• Record excerpts:
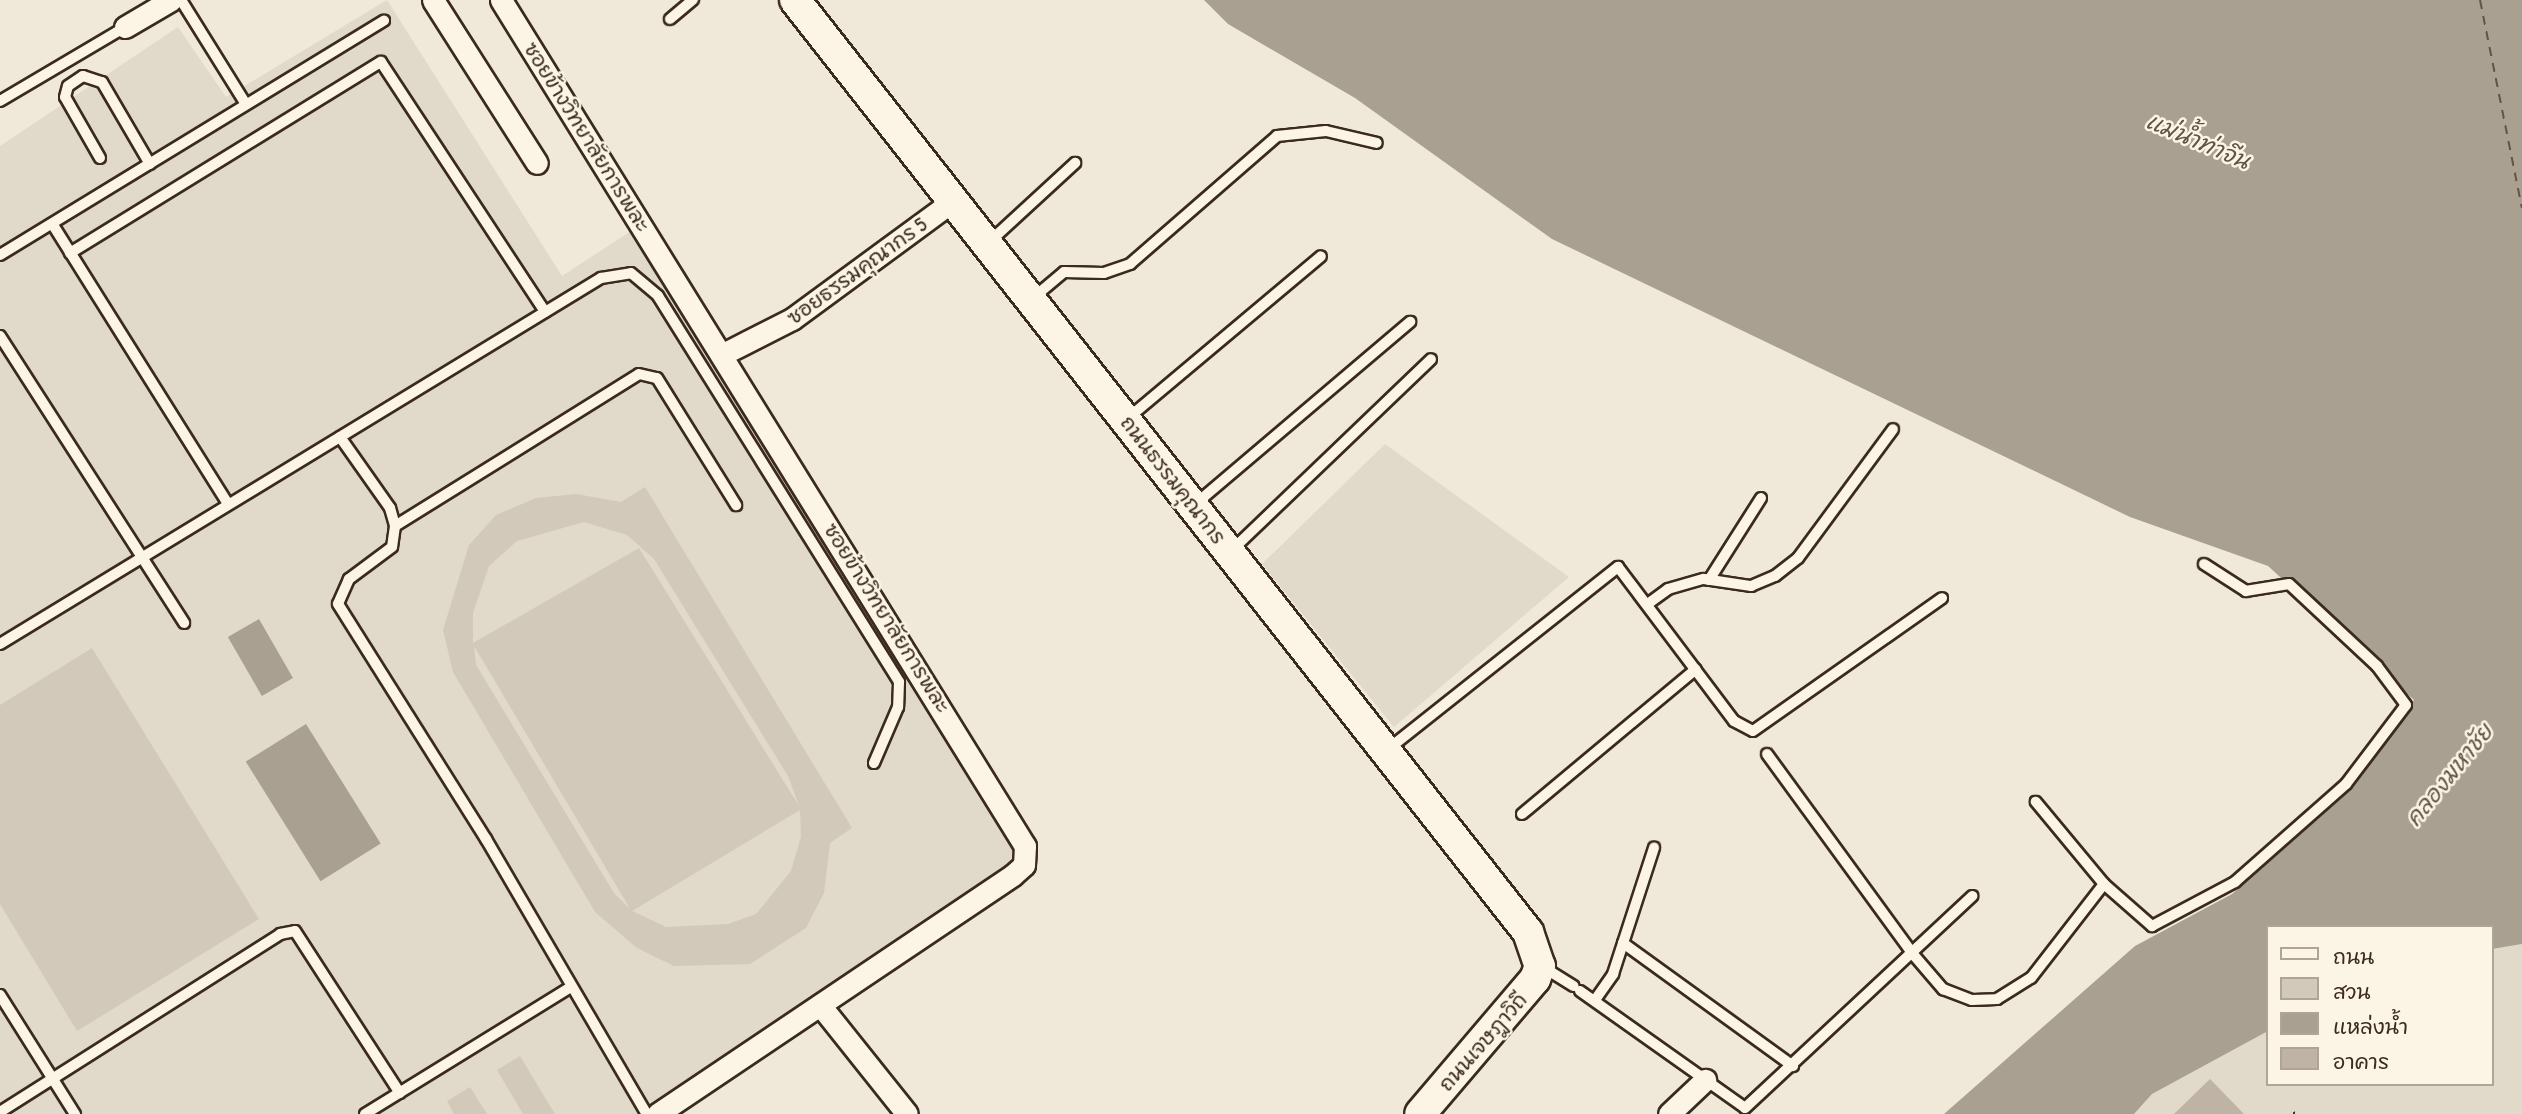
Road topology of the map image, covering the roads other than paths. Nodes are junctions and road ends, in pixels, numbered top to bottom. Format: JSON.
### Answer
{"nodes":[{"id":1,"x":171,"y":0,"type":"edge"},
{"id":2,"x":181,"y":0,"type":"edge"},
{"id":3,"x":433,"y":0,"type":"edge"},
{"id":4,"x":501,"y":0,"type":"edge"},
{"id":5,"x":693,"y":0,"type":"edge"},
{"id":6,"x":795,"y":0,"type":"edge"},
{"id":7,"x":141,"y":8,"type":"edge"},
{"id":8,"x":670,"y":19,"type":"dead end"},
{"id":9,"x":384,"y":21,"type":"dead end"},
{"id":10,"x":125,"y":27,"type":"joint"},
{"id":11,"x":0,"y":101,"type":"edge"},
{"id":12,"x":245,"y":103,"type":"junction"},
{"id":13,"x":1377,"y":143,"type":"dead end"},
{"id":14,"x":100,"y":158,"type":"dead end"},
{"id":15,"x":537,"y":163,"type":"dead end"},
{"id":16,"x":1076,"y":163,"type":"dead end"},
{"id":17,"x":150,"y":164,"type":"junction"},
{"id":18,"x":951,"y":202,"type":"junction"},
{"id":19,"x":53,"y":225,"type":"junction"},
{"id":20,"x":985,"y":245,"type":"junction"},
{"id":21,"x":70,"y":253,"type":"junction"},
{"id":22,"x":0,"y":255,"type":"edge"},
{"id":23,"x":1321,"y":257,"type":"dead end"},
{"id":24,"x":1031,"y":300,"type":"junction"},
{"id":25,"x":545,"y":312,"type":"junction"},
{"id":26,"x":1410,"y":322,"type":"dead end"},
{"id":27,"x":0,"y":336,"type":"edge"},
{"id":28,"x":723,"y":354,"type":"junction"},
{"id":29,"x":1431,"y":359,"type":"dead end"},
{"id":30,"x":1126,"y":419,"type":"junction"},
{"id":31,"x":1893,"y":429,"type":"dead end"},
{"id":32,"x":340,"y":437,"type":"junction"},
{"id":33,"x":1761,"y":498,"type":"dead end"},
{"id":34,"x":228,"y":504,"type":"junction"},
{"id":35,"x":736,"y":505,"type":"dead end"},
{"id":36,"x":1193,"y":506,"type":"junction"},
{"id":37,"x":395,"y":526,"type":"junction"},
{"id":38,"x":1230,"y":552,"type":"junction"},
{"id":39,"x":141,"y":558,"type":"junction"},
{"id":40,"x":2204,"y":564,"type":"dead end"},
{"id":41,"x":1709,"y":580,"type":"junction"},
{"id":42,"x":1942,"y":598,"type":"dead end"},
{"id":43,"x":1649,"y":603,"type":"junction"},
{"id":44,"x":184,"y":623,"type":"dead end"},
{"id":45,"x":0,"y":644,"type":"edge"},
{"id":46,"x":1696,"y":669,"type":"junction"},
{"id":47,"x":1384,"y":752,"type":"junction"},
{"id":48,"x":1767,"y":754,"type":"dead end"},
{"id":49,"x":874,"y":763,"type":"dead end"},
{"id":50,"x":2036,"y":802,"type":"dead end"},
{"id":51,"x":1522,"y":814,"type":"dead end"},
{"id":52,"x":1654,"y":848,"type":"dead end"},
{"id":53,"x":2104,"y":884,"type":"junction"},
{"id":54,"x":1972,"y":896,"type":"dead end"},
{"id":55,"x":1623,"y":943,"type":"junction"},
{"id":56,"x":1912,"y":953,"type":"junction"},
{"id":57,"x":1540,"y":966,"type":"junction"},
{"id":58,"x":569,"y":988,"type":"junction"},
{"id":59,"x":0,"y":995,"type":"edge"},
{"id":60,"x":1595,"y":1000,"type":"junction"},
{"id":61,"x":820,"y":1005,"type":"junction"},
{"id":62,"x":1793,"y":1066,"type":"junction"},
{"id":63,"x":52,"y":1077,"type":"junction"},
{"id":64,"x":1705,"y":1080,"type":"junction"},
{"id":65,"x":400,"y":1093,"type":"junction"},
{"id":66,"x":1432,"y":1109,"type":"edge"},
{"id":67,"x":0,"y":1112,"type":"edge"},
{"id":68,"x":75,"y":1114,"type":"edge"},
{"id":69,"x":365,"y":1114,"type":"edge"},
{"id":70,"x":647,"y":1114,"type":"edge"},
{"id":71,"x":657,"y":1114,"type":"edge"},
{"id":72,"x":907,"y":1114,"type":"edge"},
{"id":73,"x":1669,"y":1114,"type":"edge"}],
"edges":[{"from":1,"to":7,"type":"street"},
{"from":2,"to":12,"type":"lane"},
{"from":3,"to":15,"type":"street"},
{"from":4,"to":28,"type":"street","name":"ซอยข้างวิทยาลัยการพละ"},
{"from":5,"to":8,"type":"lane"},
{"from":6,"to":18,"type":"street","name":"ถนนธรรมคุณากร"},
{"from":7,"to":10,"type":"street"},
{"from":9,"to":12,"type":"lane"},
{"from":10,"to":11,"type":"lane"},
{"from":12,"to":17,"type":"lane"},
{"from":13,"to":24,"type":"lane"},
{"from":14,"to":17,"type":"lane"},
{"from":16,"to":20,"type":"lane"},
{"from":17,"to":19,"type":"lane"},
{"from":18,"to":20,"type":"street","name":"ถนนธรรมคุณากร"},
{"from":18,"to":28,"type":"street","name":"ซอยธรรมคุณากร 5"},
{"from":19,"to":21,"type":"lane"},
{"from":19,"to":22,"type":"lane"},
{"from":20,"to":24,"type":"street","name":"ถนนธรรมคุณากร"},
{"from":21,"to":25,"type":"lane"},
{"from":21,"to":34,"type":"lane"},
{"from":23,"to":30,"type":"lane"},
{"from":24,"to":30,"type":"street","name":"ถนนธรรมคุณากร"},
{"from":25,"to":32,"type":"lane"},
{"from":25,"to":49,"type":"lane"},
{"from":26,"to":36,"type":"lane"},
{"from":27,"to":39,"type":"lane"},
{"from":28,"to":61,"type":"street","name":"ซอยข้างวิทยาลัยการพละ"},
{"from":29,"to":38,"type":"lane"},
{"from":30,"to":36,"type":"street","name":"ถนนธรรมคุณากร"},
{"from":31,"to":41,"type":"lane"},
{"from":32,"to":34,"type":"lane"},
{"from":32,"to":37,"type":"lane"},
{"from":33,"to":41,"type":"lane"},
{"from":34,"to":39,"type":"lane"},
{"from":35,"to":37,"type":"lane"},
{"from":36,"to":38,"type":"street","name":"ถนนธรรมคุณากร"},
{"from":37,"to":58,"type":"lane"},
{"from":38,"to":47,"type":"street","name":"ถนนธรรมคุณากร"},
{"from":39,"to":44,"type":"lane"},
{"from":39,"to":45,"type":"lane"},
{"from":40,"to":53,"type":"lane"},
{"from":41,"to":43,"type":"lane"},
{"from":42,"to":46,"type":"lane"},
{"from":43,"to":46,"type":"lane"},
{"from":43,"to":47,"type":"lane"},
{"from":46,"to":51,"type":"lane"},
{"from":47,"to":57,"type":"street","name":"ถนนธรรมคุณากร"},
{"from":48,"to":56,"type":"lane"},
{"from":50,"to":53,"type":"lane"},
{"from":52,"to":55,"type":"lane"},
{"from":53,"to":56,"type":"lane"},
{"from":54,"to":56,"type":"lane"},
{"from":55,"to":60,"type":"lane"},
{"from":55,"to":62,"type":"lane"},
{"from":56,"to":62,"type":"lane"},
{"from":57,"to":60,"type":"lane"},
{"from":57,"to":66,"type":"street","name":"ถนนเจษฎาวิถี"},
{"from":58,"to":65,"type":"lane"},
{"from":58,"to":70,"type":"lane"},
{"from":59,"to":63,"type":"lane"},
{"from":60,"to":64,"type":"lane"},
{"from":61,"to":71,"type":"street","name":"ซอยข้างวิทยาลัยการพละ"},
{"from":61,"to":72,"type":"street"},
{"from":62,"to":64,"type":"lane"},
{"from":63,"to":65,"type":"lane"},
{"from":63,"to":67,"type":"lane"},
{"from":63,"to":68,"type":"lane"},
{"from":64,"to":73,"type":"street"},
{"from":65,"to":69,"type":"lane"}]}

• Assigned task: Wherever the word "ณากร" appears in the listing, copy the line that holds it.

• Finished exercise:
{"from":6,"to":18,"type":"street","name":"ถนนธรรมคุณากร"},
{"from":18,"to":20,"type":"street","name":"ถนนธรรมคุณากร"},
{"from":18,"to":28,"type":"street","name":"ซอยธรรมคุณากร 5"},
{"from":20,"to":24,"type":"street","name":"ถนนธรรมคุณากร"},
{"from":24,"to":30,"type":"street","name":"ถนนธรรมคุณากร"},
{"from":30,"to":36,"type":"street","name":"ถนนธรรมคุณากร"},
{"from":36,"to":38,"type":"street","name":"ถนนธรรมคุณากร"},
{"from":38,"to":47,"type":"street","name":"ถนนธรรมคุณากร"},
{"from":47,"to":57,"type":"street","name":"ถนนธรรมคุณากร"},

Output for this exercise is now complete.